Record set
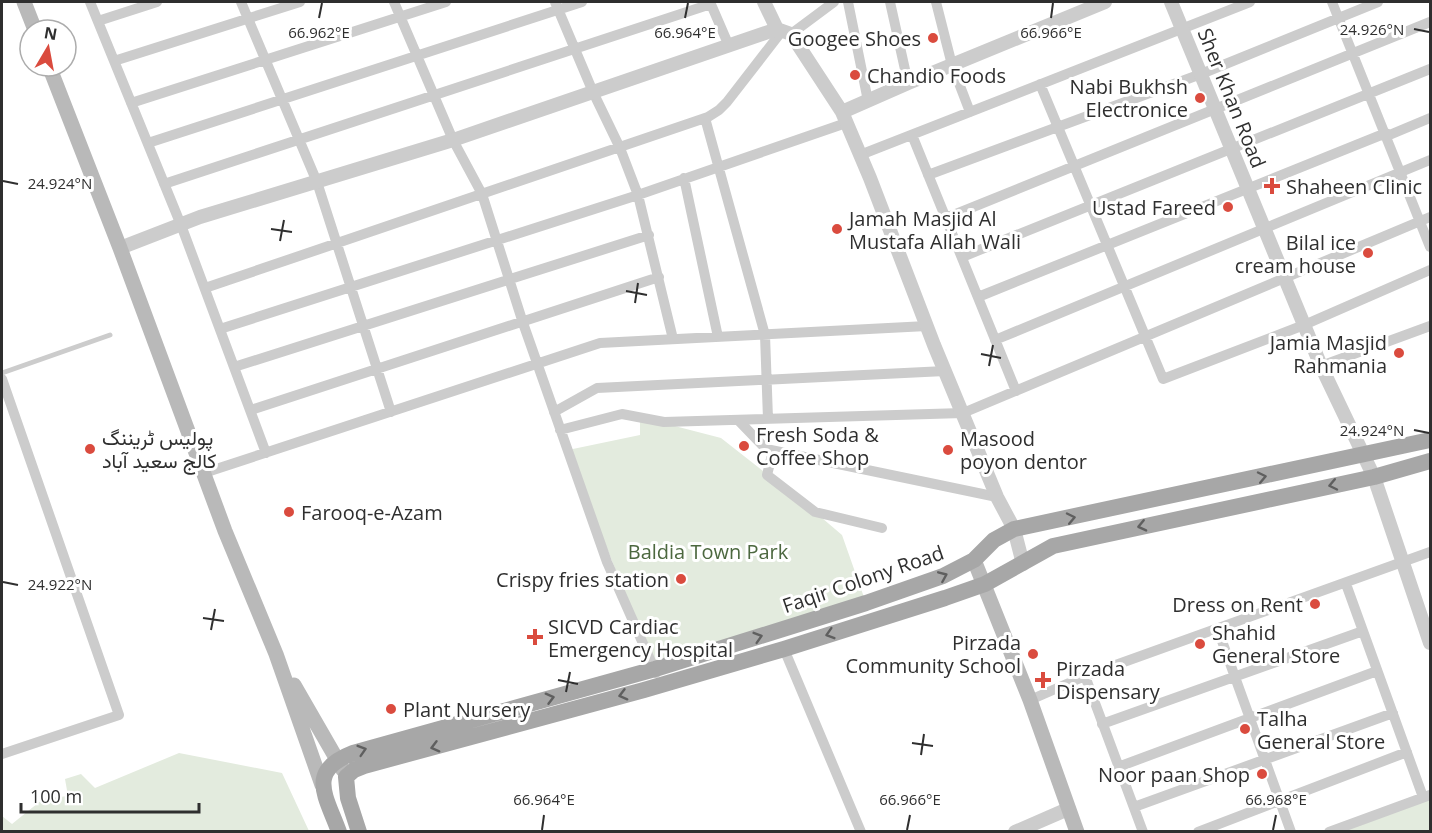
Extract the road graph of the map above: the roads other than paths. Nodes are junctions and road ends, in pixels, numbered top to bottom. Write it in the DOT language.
graph roads {
  1 [pos="24,2"];
  2 [pos="90,2"];
  3 [pos="157,2"];
  4 [pos="241,2"];
  5 [pos="300,2"];
  6 [pos="393,2"];
  7 [pos="446,2"];
  8 [pos="582,2"];
  9 [pos="764,2"];
  10 [pos="848,2"];
  11 [pos="890,2"];
  12 [pos="936,2"];
  13 [pos="1105,2"];
  14 [pos="1171,2"];
  15 [pos="1250,2"];
  16 [pos="1332,2"];
  17 [pos="1378,2"];
  18 [pos="710,3"];
  19 [pos="829,3"];
  20 [pos="557,5"];
  21 [pos="400,16"];
  22 [pos="30,18"];
  23 [pos="248,18"];
  24 [pos="1339,18"];
  25 [pos="98,21"];
  26 [pos="1431,22"];
  27 [pos="1182,28"];
  28 [pos="783,31"];
  29 [pos="729,46"];
  30 [pos="575,49"];
  31 [pos="1353,53"];
  32 [pos="416,56"];
  33 [pos="265,60"];
  34 [pos="114,61"];
  35 [pos="952,65"];
  36 [pos="1431,69"];
  37 [pos="1201,74"];
  38 [pos="54,78"];
  39 [pos="908,83"];
  40 [pos="1040,84"];
  41 [pos="593,92"];
  42 [pos="1370,93"];
  43 [pos="433,96"];
  44 [pos="282,99"];
  45 [pos="868,100"];
  46 [pos="131,103"];
  47 [pos="1215,109"];
  48 [pos="970,112"];
  49 [pos="705,118"];
  50 [pos="844,118"];
  51 [pos="1431,118"];
  52 [pos="1058,127"];
  53 [pos="912,135"];
  54 [pos="1387,135"];
  55 [pos="299,140"];
  56 [pos="453,140"];
  57 [pos="148,143"];
  58 [pos="620,148"];
  59 [pos="1232,148"];
  60 [pos="860,155"];
  61 [pos="1431,160"];
  62 [pos="719,166"];
  63 [pos="1074,166"];
  64 [pos="1401,171"];
  65 [pos="928,175"];
  66 [pos="684,178"];
  67 [pos="317,182"];
  68 [pos="164,184"];
  69 [pos="1248,188"];
  70 [pos="482,194"];
  71 [pos="638,195"];
  72 [pos="1090,206"];
  73 [pos="946,218"];
  74 [pos="1426,219"];
  75 [pos="181,225"];
  76 [pos="1264,228"];
  77 [pos="649,235"];
  78 [pos="497,241"];
  79 [pos="337,243"];
  80 [pos="1106,246"];
  81 [pos="1431,247"];
  82 [pos="120,248"];
  83 [pos="962,257"];
  84 [pos="1431,270"];
  85 [pos="659,278"];
  86 [pos="1285,278"];
  87 [pos="509,280"];
  88 [pos="1124,286"];
  89 [pos="350,287"];
  90 [pos="205,288"];
  91 [pos="978,297"];
  92 [pos="523,323"];
  93 [pos="1304,325"];
  94 [pos="363,326"];
  95 [pos="927,326"];
  96 [pos="1431,326"];
  97 [pos="220,329"];
  98 [pos="765,334"];
  99 [pos="110,335"];
  100 [pos="718,337"];
  101 [pos="1144,337"];
  102 [pos="673,339"];
  103 [pos="995,340"];
  104 [pos="537,365"];
  105 [pos="1321,366"];
  106 [pos="234,367"];
  107 [pos="377,369"];
  108 [pos="945,371"];
  109 [pos="2,373"];
  110 [pos="2,379"];
  111 [pos="766,380"];
  112 [pos="1016,391"];
  113 [pos="250,410"];
  114 [pos="391,412"];
  115 [pos="554,412"];
  116 [pos="963,413"];
  117 [pos="768,419"];
  118 [pos="738,420"];
  119 [pos="560,430"];
  120 [pos="1431,440"];
  121 [pos="773,451"];
  122 [pos="266,453"];
  123 [pos="1363,455"];
  124 [pos="1431,461"];
  125 [pos="204,473"];
  126 [pos="1374,477"];
  127 [pos="997,498"];
  128 [pos="882,528"];
  129 [pos="1014,529"];
  130 [pos="1431,552"];
  131 [pos="974,560"];
  132 [pos="1402,562"];
  133 [pos="1023,564"];
  134 [pos="984,584"];
  135 [pos="1346,584"];
  136 [pos="1218,630"];
  137 [pos="1363,631"];
  138 [pos="1431,643"];
  139 [pos="784,649"];
  140 [pos="276,654"];
  141 [pos="1377,671"];
  142 [pos="1085,676"];
  143 [pos="657,677"];
  144 [pos="1234,677"];
  145 [pos="1030,700"];
  146 [pos="1393,713"];
  147 [pos="1249,718"];
  148 [pos="1102,724"];
  149 [pos="1407,752"];
  150 [pos="2,754"];
  151 [pos="338,759"];
  152 [pos="1264,760"];
  153 [pos="1118,767"];
  154 [pos="346,777"];
  155 [pos="322,785"];
  156 [pos="1427,796"];
  157 [pos="1280,800"];
  158 [pos="1134,807"];
  159 [pos="1068,809"];
  160 [pos="339,831"];
  161 [pos="359,831"];
  162 [pos="861,831"];
  163 [pos="1015,831"];
  164 [pos="1077,831"];
  165 [pos="1143,831"];
  166 [pos="1197,831"];
  167 [pos="1291,831"];
  168 [pos="1329,831"];
  1 -- 22 [label="main road"];
  2 -- 25 [label="street"];
  3 -- 25 [label="street"];
  4 -- 23 [label="street"];
  5 -- 23 [label="street"];
  6 -- 21 [label="street"];
  7 -- 21 [label="street"];
  8 -- 20 [label="street"];
  9 -- 28 [label="street"];
  10 -- 45 [label="street"];
  11 -- 39 [label="street"];
  12 -- 35 [label="street"];
  13 -- 35 [label="street"];
  14 -- 27 [label="street, Sher Khan Road"];
  15 -- 27 [label="street"];
  16 -- 24 [label="street"];
  17 -- 24 [label="street"];
  18 -- 29 [label="street"];
  18 -- 30 [label="street"];
  19 -- 28 [label="street"];
  20 -- 30 [label="street"];
  20 -- 32 [label="street"];
  21 -- 32 [label="street"];
  21 -- 33 [label="street"];
  23 -- 33 [label="street"];
  23 -- 34 [label="street"];
  24 -- 31 [label="street"];
  24 -- 37 [label="street"];
  25 -- 34 [label="street"];
  26 -- 31 [label="street"];
  27 -- 37 [label="street, Sher Khan Road"];
  27 -- 40 [label="street"];
  28 -- 29 [label="street"];
  28 -- 49 [label="street"];
  28 -- 50 [label="street"];
  29 -- 41 [label="street"];
  30 -- 41 [label="street"];
  30 -- 43 [label="street"];
  31 -- 42 [label="street"];
  31 -- 47 [label="street"];
  32 -- 43 [label="street"];
  32 -- 44 [label="street"];
  33 -- 44 [label="street"];
  33 -- 46 [label="street"];
  34 -- 46 [label="street"];
  35 -- 39 [label="street"];
  35 -- 48 [label="street"];
  36 -- 42 [label="street"];
  37 -- 47 [label="street, Sher Khan Road"];
  37 -- 52 [label="street"];
  38 -- 82 [label="main road"];
  39 -- 45 [label="street"];
  40 -- 48 [label="street"];
  40 -- 52 [label="street"];
  41 -- 56 [label="street"];
  41 -- 58 [label="street"];
  42 -- 54 [label="street"];
  42 -- 59 [label="street"];
  43 -- 55 [label="street"];
  43 -- 56 [label="street"];
  44 -- 55 [label="street"];
  44 -- 57 [label="street"];
  45 -- 50 [label="street"];
  46 -- 57 [label="street"];
  47 -- 59 [label="street, Sher Khan Road"];
  47 -- 63 [label="street"];
  48 -- 53 [label="street"];
  49 -- 58 [label="street"];
  49 -- 62 [label="street"];
  50 -- 60 [label="street"];
  50 -- 62 [label="street"];
  51 -- 54 [label="street"];
  52 -- 63 [label="street"];
  52 -- 65 [label="street"];
  53 -- 60 [label="street"];
  53 -- 65 [label="street"];
  54 -- 64 [label="street"];
  54 -- 69 [label="street"];
  55 -- 67 [label="street"];
  55 -- 68 [label="street"];
  56 -- 67 [label="street"];
  56 -- 70 [label="street"];
  57 -- 68 [label="street"];
  58 -- 70 [label="street"];
  58 -- 71 [label="street"];
  59 -- 69 [label="street, Sher Khan Road"];
  59 -- 72 [label="street"];
  60 -- 95 [label="street"];
  61 -- 64 [label="street"];
  62 -- 66 [label="street"];
  62 -- 98 [label="street"];
  63 -- 72 [label="street"];
  63 -- 73 [label="street"];
  64 -- 74 [label="street"];
  64 -- 76 [label="street"];
  65 -- 73 [label="street"];
  66 -- 71 [label="street"];
  66 -- 100 [label="street"];
  67 -- 75 [label="street"];
  67 -- 79 [label="street"];
  68 -- 75 [label="street"];
  69 -- 76 [label="street, Sher Khan Road"];
  69 -- 80 [label="street"];
  70 -- 78 [label="street"];
  70 -- 79 [label="street"];
  71 -- 77 [label="street"];
  71 -- 78 [label="street"];
  72 -- 80 [label="street"];
  72 -- 83 [label="street"];
  73 -- 83 [label="street"];
  74 -- 81 [label="street"];
  74 -- 86 [label="street"];
  75 -- 82 [label="street"];
  75 -- 90 [label="street"];
  76 -- 86 [label="street, Sher Khan Road"];
  76 -- 88 [label="street"];
  77 -- 85 [label="street"];
  77 -- 87 [label="street"];
  78 -- 87 [label="street"];
  78 -- 89 [label="street"];
  79 -- 89 [label="street"];
  79 -- 90 [label="street"];
  80 -- 88 [label="street"];
  80 -- 91 [label="street"];
  82 -- 125 [label="main road"];
  83 -- 91 [label="street"];
  84 -- 93 [label="street"];
  85 -- 92 [label="street"];
  85 -- 102 [label="street"];
  86 -- 93 [label="street, Sher Khan Road"];
  86 -- 101 [label="street"];
  87 -- 92 [label="street"];
  87 -- 94 [label="street"];
  88 -- 101 [label="street"];
  88 -- 103 [label="street"];
  89 -- 94 [label="street"];
  89 -- 97 [label="street"];
  90 -- 97 [label="street"];
  91 -- 103 [label="street"];
  92 -- 104 [label="street"];
  92 -- 107 [label="street"];
  93 -- 101 [label="street"];
  93 -- 105 [label="street, Sher Khan Road"];
  94 -- 106 [label="street"];
  94 -- 107 [label="street"];
  95 -- 98 [label="street"];
  95 -- 108 [label="street"];
  96 -- 105 [label="street"];
  97 -- 106 [label="street"];
  98 -- 100 [label="street"];
  98 -- 111 [label="street"];
  99 -- 109 [label="lane"];
  100 -- 102 [label="street"];
  101 -- 112 [label="street"];
  102 -- 104 [label="street"];
  103 -- 112 [label="street"];
  104 -- 114 [label="street"];
  104 -- 115 [label="street"];
  105 -- 123 [label="street, Sher Khan Road"];
  106 -- 113 [label="street"];
  107 -- 113 [label="street"];
  107 -- 114 [label="street"];
  108 -- 111 [label="street"];
  108 -- 116 [label="street"];
  110 -- 150 [label="street"];
  111 -- 115 [label="street"];
  111 -- 117 [label="street"];
  112 -- 116 [label="street"];
  113 -- 122 [label="street"];
  114 -- 122 [label="street"];
  115 -- 119 [label="street"];
  116 -- 117 [label="street"];
  116 -- 127 [label="street"];
  117 -- 118 [label="street"];
  118 -- 119 [label="street"];
  118 -- 121 [label="street"];
  119 -- 143 [label="street"];
  120 -- 123 [label="main road, Faqir Colony Road"];
  121 -- 127 [label="street"];
  121 -- 128 [label="street"];
  122 -- 125 [label="street"];
  123 -- 126 [label="street, Sher Khan Road"];
  129 -- 123 [label="main road, Faqir Colony Road, one-way"];
  124 -- 126 [label="main road, Faqir Colony Road"];
  125 -- 140 [label="main road"];
  126 -- 132 [label="street, Sher Khan Road"];
  126 -- 133 [label="main road, Faqir Colony Road, one-way"];
  127 -- 129 [label="street"];
  129 -- 131 [label="main road, Faqir Colony Road"];
  129 -- 133 [label="street"];
  130 -- 132 [label="street"];
  131 -- 134 [label="main road"];
  143 -- 131 [label="main road, Faqir Colony Road, one-way"];
  132 -- 135 [label="street"];
  132 -- 138 [label="street, Sher Khan Road"];
  133 -- 134 [label="main road, Faqir Colony Road"];
  134 -- 139 [label="main road, Faqir Colony Road, one-way"];
  134 -- 145 [label="main road"];
  135 -- 136 [label="street"];
  135 -- 137 [label="street"];
  136 -- 142 [label="street"];
  136 -- 144 [label="street"];
  137 -- 141 [label="street"];
  137 -- 144 [label="street"];
  139 -- 143 [label="main road, Faqir Colony Road"];
  139 -- 162 [label="street"];
  140 -- 151 [label="main road"];
  140 -- 155 [label="main road"];
  141 -- 146 [label="street"];
  141 -- 147 [label="street"];
  142 -- 145 [label="street"];
  142 -- 148 [label="street"];
  151 -- 143 [label="main road, Faqir Colony Road, one-way"];
  143 -- 154 [label="main road, Faqir Colony Road, one-way"];
  144 -- 147 [label="street"];
  144 -- 148 [label="street"];
  145 -- 159 [label="main road"];
  146 -- 149 [label="street"];
  146 -- 152 [label="street"];
  147 -- 152 [label="street"];
  147 -- 153 [label="street"];
  148 -- 153 [label="street"];
  149 -- 156 [label="street"];
  149 -- 157 [label="street"];
  151 -- 154 [label="main road"];
  151 -- 155 [label="main road"];
  152 -- 157 [label="street"];
  152 -- 158 [label="street"];
  153 -- 158 [label="street"];
  154 -- 161 [label="main road"];
  155 -- 160 [label="main road"];
  156 -- 168 [label="street"];
  157 -- 166 [label="street"];
  157 -- 167 [label="street"];
  158 -- 165 [label="street"];
  159 -- 163 [label="street"];
  159 -- 164 [label="main road"];
}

Work request
If a line of the entries holds the word "roads", copy it out.

Exercise answer
Extract the road graph of the map above: the roads other than paths. Nodes are junctions and road ends, in pixels, numbered top to bottom. Write it in the DOT language.
graph roads {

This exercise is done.